Your assignment: Faithfully repeat each entry below, minus the pictures.

Dataset section start

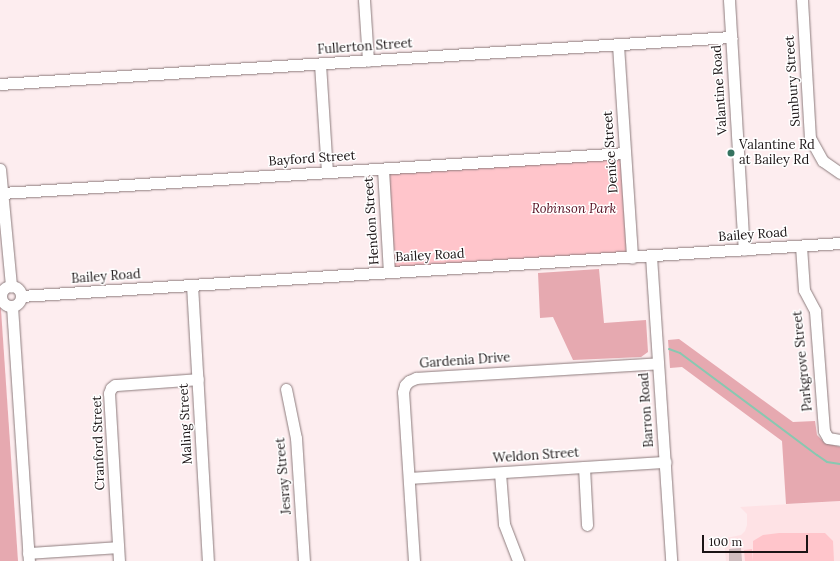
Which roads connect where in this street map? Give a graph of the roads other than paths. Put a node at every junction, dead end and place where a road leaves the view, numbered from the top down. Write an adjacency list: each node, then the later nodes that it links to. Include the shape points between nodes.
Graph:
1 (364, 0): 6 (street)
2 (728, 0): 4 (street, Valantine Road)
3 (802, 0): 13 (street, Sunbury Street, via 810,138 823,161)
4 (731, 38): 5 (street, Fullerton Street); 17 (street, Valantine Road)
5 (618, 45): 6 (street, Fullerton Street); 9 (street, Denice Street)
6 (368, 61): 7 (street, Fullerton Street)
7 (320, 64): 8 (street, Fullerton Street); 12 (street)
8 (0, 84)
9 (625, 153): 11 (street, Bayford Street); 19 (street, Denice Street)
10 (0, 169): 14 (street)
11 (383, 169): 12 (street, Bayford Street); 20 (street, Hendon Street)
12 (327, 172): 14 (street, Bayford Street)
13 (840, 173)
14 (2, 193): 22 (street)
15 (840, 243): 16 (street, Bailey Road)
16 (801, 246): 17 (street, Bailey Road); 28 (street, Parkgrove Street, via 804,290 814,311 824,431 828,438)
17 (744, 250): 18 (street, Bailey Road)
18 (651, 256): 19 (street, Bailey Road); 25 (street, Barron Road)
19 (632, 258): 20 (street, Bailey Road)
20 (389, 272): 21 (street, Bailey Road)
21 (192, 285): 23 (street, Bailey Road); 26 (street, Maling Street)
22 (11, 286): 23 (street, via 18,288); 24 (street, via 5,288 2,297 5,303)
23 (21, 296): 24 (street, via 18,303)
24 (12, 306): 35 (street)
25 (658, 363): 29 (street, Barron Road); 32 (street, Gardenia Drive, via 416,378 405,385 403,392)
26 (198, 379): 34 (street, Cranford Street, via 115,385 111,388 109,405); 37 (street, Maling Street)
27 (286, 389): 38 (street, Jesray Street, via 296,438)
28 (840, 440)
29 (664, 462): 30 (street, Weldon Street); 41 (street, Barron Road)
30 (584, 467): 31 (street, Weldon Street); 33 (street)
31 (500, 473): 32 (street, Weldon Street); 40 (street, via 504,524)
32 (410, 478): 39 (street, Gardenia Drive)
33 (587, 525)
34 (118, 547): 35 (street); 36 (street, Cranford Street)
35 (29, 557)
36 (119, 561)
37 (208, 561)
38 (304, 561)
39 (414, 561)
40 (518, 561)
41 (672, 561)

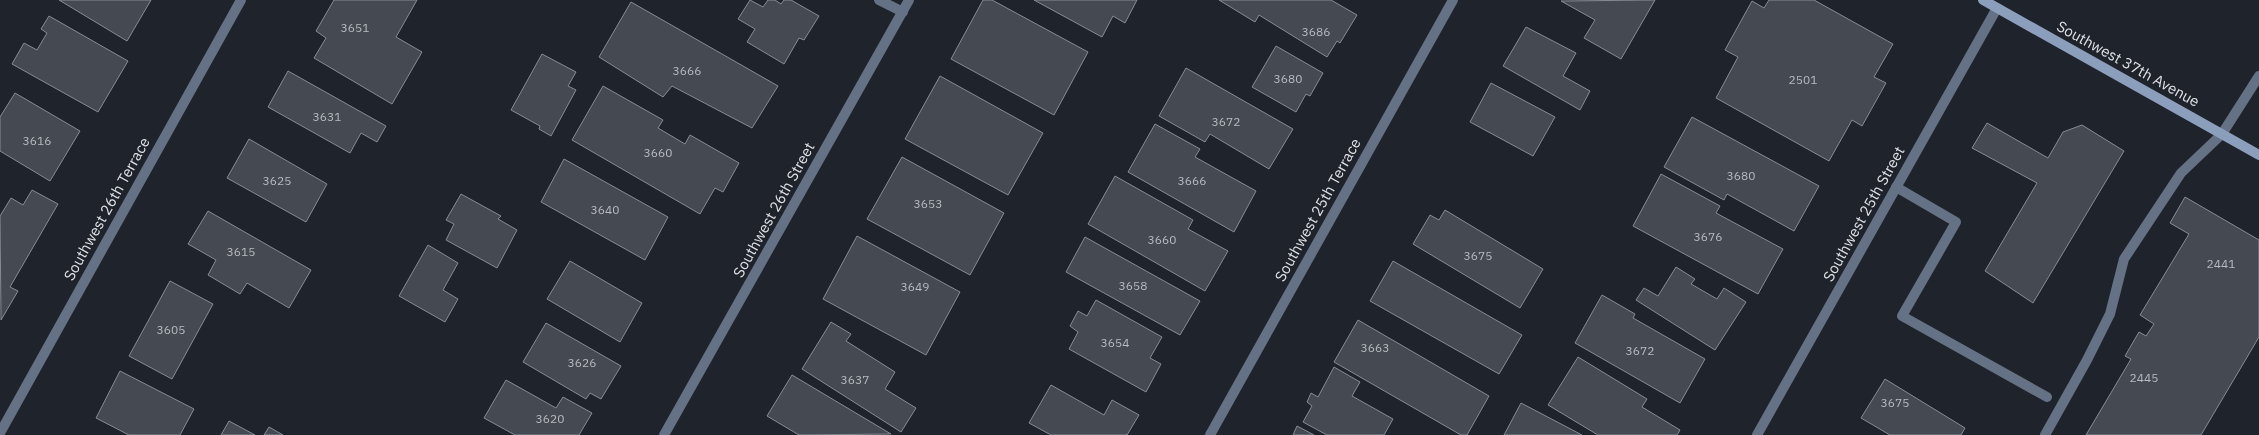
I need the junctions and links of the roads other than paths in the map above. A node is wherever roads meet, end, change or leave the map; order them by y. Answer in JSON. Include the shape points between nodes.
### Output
{"nodes":[{"id":1,"x":241,"y":0,"type":"edge"},
{"id":2,"x":879,"y":0,"type":"edge"},
{"id":3,"x":909,"y":0,"type":"edge"},
{"id":4,"x":1453,"y":0,"type":"edge"},
{"id":5,"x":1983,"y":0,"type":"edge"},
{"id":6,"x":1997,"y":8,"type":"junction"},
{"id":7,"x":903,"y":12,"type":"junction"},
{"id":8,"x":2259,"y":76,"type":"edge"},
{"id":9,"x":2222,"y":134,"type":"junction"},
{"id":10,"x":2259,"y":155,"type":"edge"},
{"id":11,"x":1896,"y":187,"type":"junction"},
{"id":12,"x":2047,"y":397,"type":"dead end"},
{"id":13,"x":0,"y":433,"type":"edge"},
{"id":14,"x":664,"y":435,"type":"edge"},
{"id":15,"x":1210,"y":435,"type":"edge"},
{"id":16,"x":1757,"y":435,"type":"edge"},
{"id":17,"x":2045,"y":435,"type":"edge"}],
"edges":[{"from":1,"to":13,"type":"street","name":"Southwest 26th Terrace"},
{"from":2,"to":7,"type":"street"},
{"from":3,"to":7,"type":"street","name":"Southwest 26th Street"},
{"from":4,"to":15,"type":"street","name":"Southwest 25th Terrace"},
{"from":5,"to":6,"type":"main road","name":"Southwest 37th Avenue"},
{"from":6,"to":9,"type":"main road","name":"Southwest 37th Avenue"},
{"from":6,"to":11,"type":"street","name":"Southwest 25th Street"},
{"from":7,"to":14,"type":"street","name":"Southwest 26th Street"},
{"from":8,"to":9,"type":"street"},
{"from":9,"to":10,"type":"main road","name":"Southwest 37th Avenue"},
{"from":9,"to":17,"type":"street","via":[[2181,173],[2124,259],[2110,314]]},
{"from":11,"to":12,"type":"street","via":[[1956,222],[1902,316]]},
{"from":11,"to":16,"type":"street","name":"Southwest 25th Street"}]}
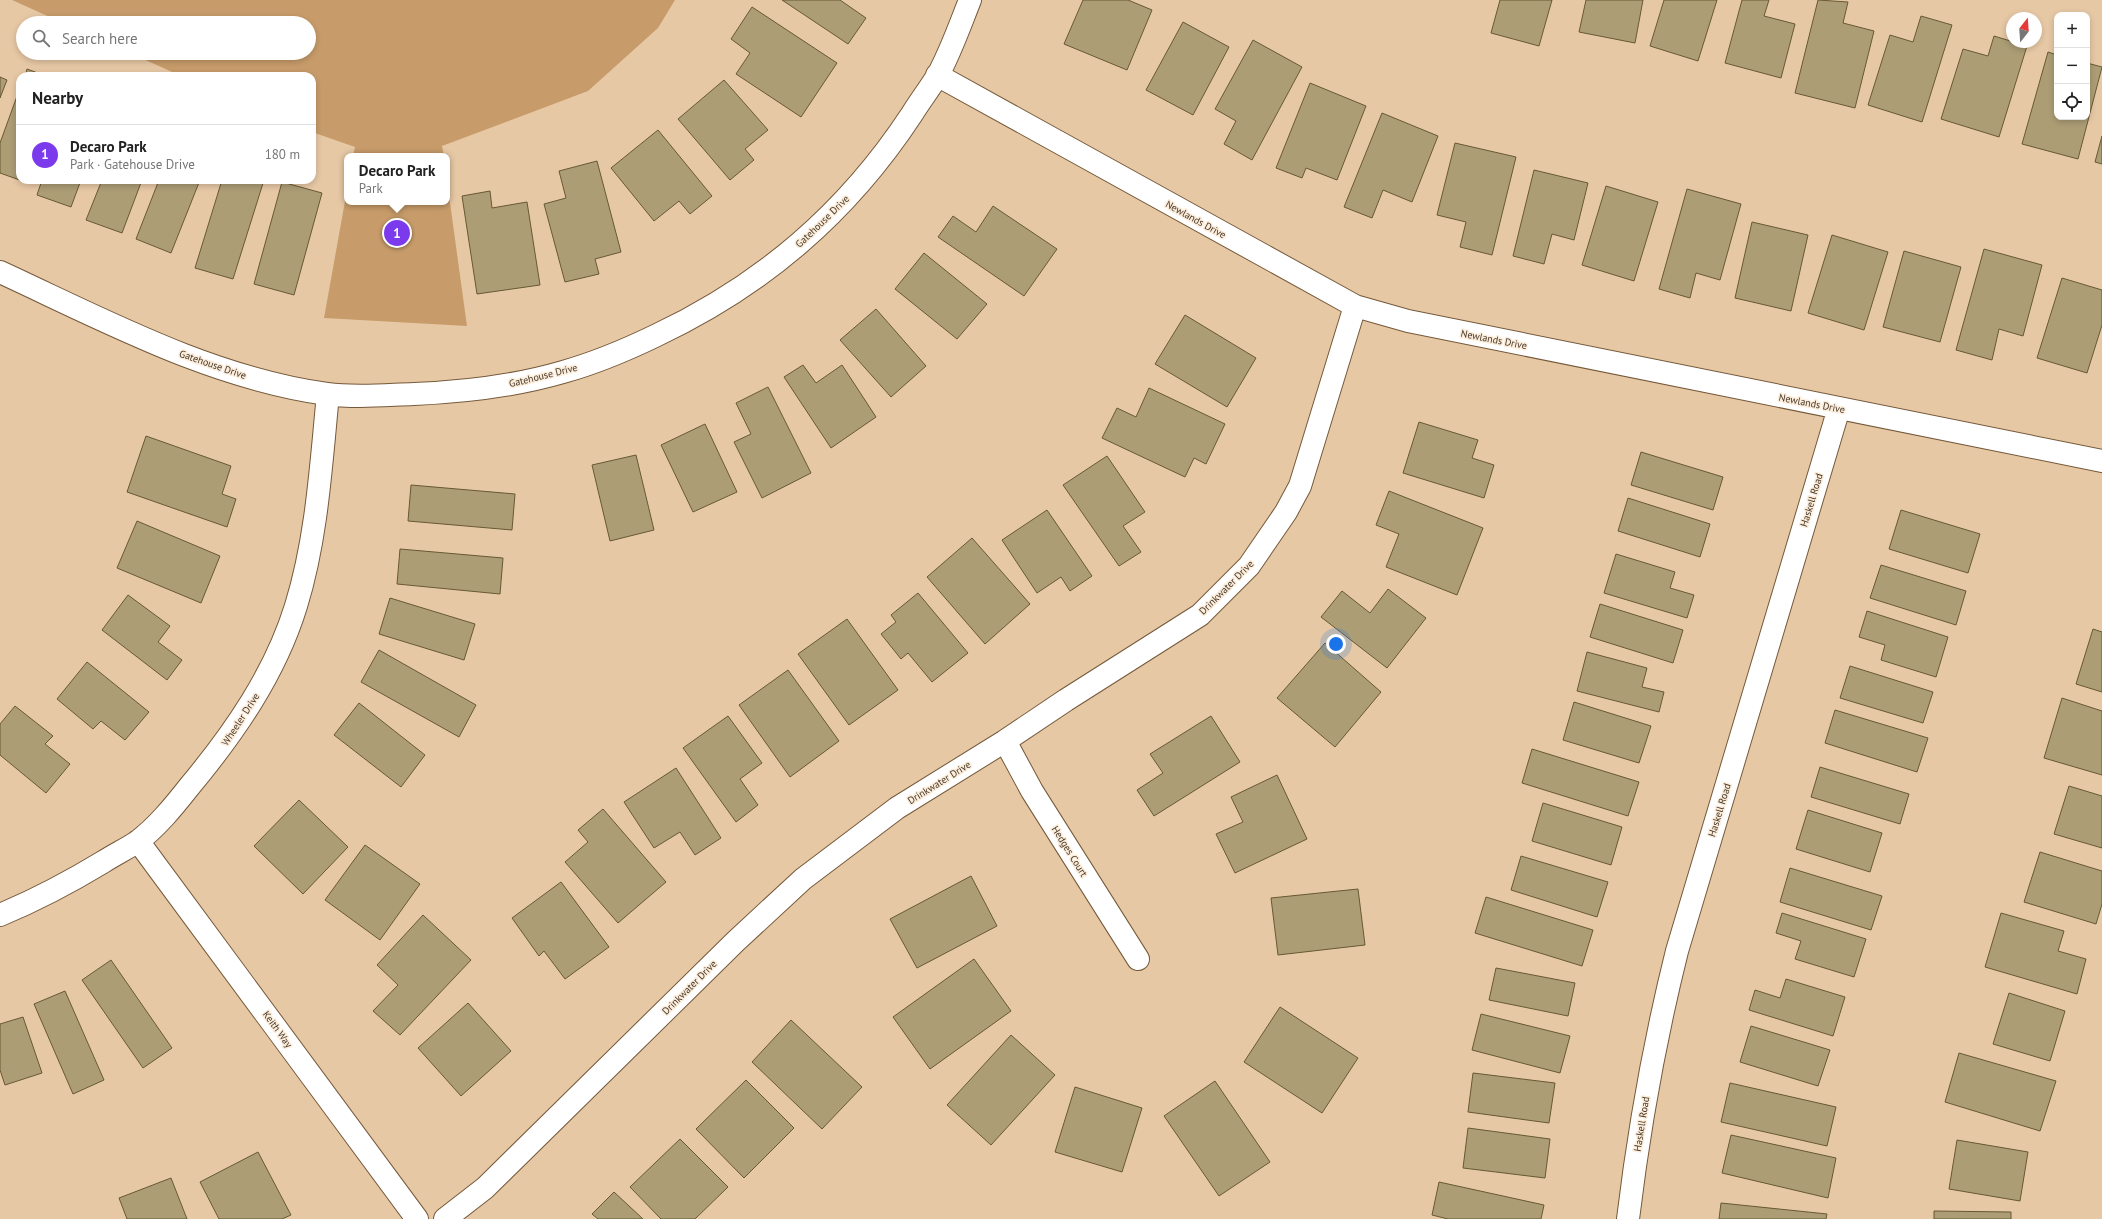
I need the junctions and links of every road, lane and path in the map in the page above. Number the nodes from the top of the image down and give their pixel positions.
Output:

Dataset section end

Result for this task:
Which roads connect where in this street map? Give a graph of the roads other than paths. Put a node at every junction, dead end and place where a road leaves the view, numbered from the top down. Write an adjacency list: each node, then the later nodes that it links to. Include the shape points between nodes.
Graph:
1 (364, 0): 6 (street)
2 (728, 0): 4 (street, Valantine Road)
3 (802, 0): 13 (street, Sunbury Street, via 810,138 823,161)
4 (731, 38): 5 (street, Fullerton Street); 17 (street, Valantine Road)
5 (618, 45): 6 (street, Fullerton Street); 9 (street, Denice Street)
6 (368, 61): 7 (street, Fullerton Street)
7 (320, 64): 8 (street, Fullerton Street); 12 (street)
8 (0, 84)
9 (625, 153): 11 (street, Bayford Street); 19 (street, Denice Street)
10 (0, 169): 14 (street)
11 (383, 169): 12 (street, Bayford Street); 20 (street, Hendon Street)
12 (327, 172): 14 (street, Bayford Street)
13 (840, 173)
14 (2, 193): 22 (street)
15 (840, 243): 16 (street, Bailey Road)
16 (801, 246): 17 (street, Bailey Road); 28 (street, Parkgrove Street, via 804,290 814,311 824,431 828,438)
17 (744, 250): 18 (street, Bailey Road)
18 (651, 256): 19 (street, Bailey Road); 25 (street, Barron Road)
19 (632, 258): 20 (street, Bailey Road)
20 (389, 272): 21 (street, Bailey Road)
21 (192, 285): 23 (street, Bailey Road); 26 (street, Maling Street)
22 (11, 286): 23 (street, via 18,288); 24 (street, via 5,288 2,297 5,303)
23 (21, 296): 24 (street, via 18,303)
24 (12, 306): 35 (street)
25 (658, 363): 29 (street, Barron Road); 32 (street, Gardenia Drive, via 416,378 405,385 403,392)
26 (198, 379): 34 (street, Cranford Street, via 115,385 111,388 109,405); 37 (street, Maling Street)
27 (286, 389): 38 (street, Jesray Street, via 296,438)
28 (840, 440)
29 (664, 462): 30 (street, Weldon Street); 41 (street, Barron Road)
30 (584, 467): 31 (street, Weldon Street); 33 (street)
31 (500, 473): 32 (street, Weldon Street); 40 (street, via 504,524)
32 (410, 478): 39 (street, Gardenia Drive)
33 (587, 525)
34 (118, 547): 35 (street); 36 (street, Cranford Street)
35 (29, 557)
36 (119, 561)
37 (208, 561)
38 (304, 561)
39 (414, 561)
40 (518, 561)
41 (672, 561)

I need the junctions and links of the roads other than paths in the map above. A node is wherever roads meet, end, change or leave the map; order them by y. Answer in JSON. Include the shape points between nodes.
### Output
{"nodes":[{"id":1,"x":241,"y":0,"type":"edge"},
{"id":2,"x":879,"y":0,"type":"edge"},
{"id":3,"x":909,"y":0,"type":"edge"},
{"id":4,"x":1453,"y":0,"type":"edge"},
{"id":5,"x":1983,"y":0,"type":"edge"},
{"id":6,"x":1997,"y":8,"type":"junction"},
{"id":7,"x":903,"y":12,"type":"junction"},
{"id":8,"x":2259,"y":76,"type":"edge"},
{"id":9,"x":2222,"y":134,"type":"junction"},
{"id":10,"x":2259,"y":155,"type":"edge"},
{"id":11,"x":1896,"y":187,"type":"junction"},
{"id":12,"x":2047,"y":397,"type":"dead end"},
{"id":13,"x":0,"y":433,"type":"edge"},
{"id":14,"x":664,"y":435,"type":"edge"},
{"id":15,"x":1210,"y":435,"type":"edge"},
{"id":16,"x":1757,"y":435,"type":"edge"},
{"id":17,"x":2045,"y":435,"type":"edge"}],
"edges":[{"from":1,"to":13,"type":"street","name":"Southwest 26th Terrace"},
{"from":2,"to":7,"type":"street"},
{"from":3,"to":7,"type":"street","name":"Southwest 26th Street"},
{"from":4,"to":15,"type":"street","name":"Southwest 25th Terrace"},
{"from":5,"to":6,"type":"main road","name":"Southwest 37th Avenue"},
{"from":6,"to":9,"type":"main road","name":"Southwest 37th Avenue"},
{"from":6,"to":11,"type":"street","name":"Southwest 25th Street"},
{"from":7,"to":14,"type":"street","name":"Southwest 26th Street"},
{"from":8,"to":9,"type":"street"},
{"from":9,"to":10,"type":"main road","name":"Southwest 37th Avenue"},
{"from":9,"to":17,"type":"street","via":[[2181,173],[2124,259],[2110,314]]},
{"from":11,"to":12,"type":"street","via":[[1956,222],[1902,316]]},
{"from":11,"to":16,"type":"street","name":"Southwest 25th Street"}]}
I need the junctions and links of every road, lane and path in the map in the page above. Number the nodes from the top of the image down and give their pixel positions.
Output:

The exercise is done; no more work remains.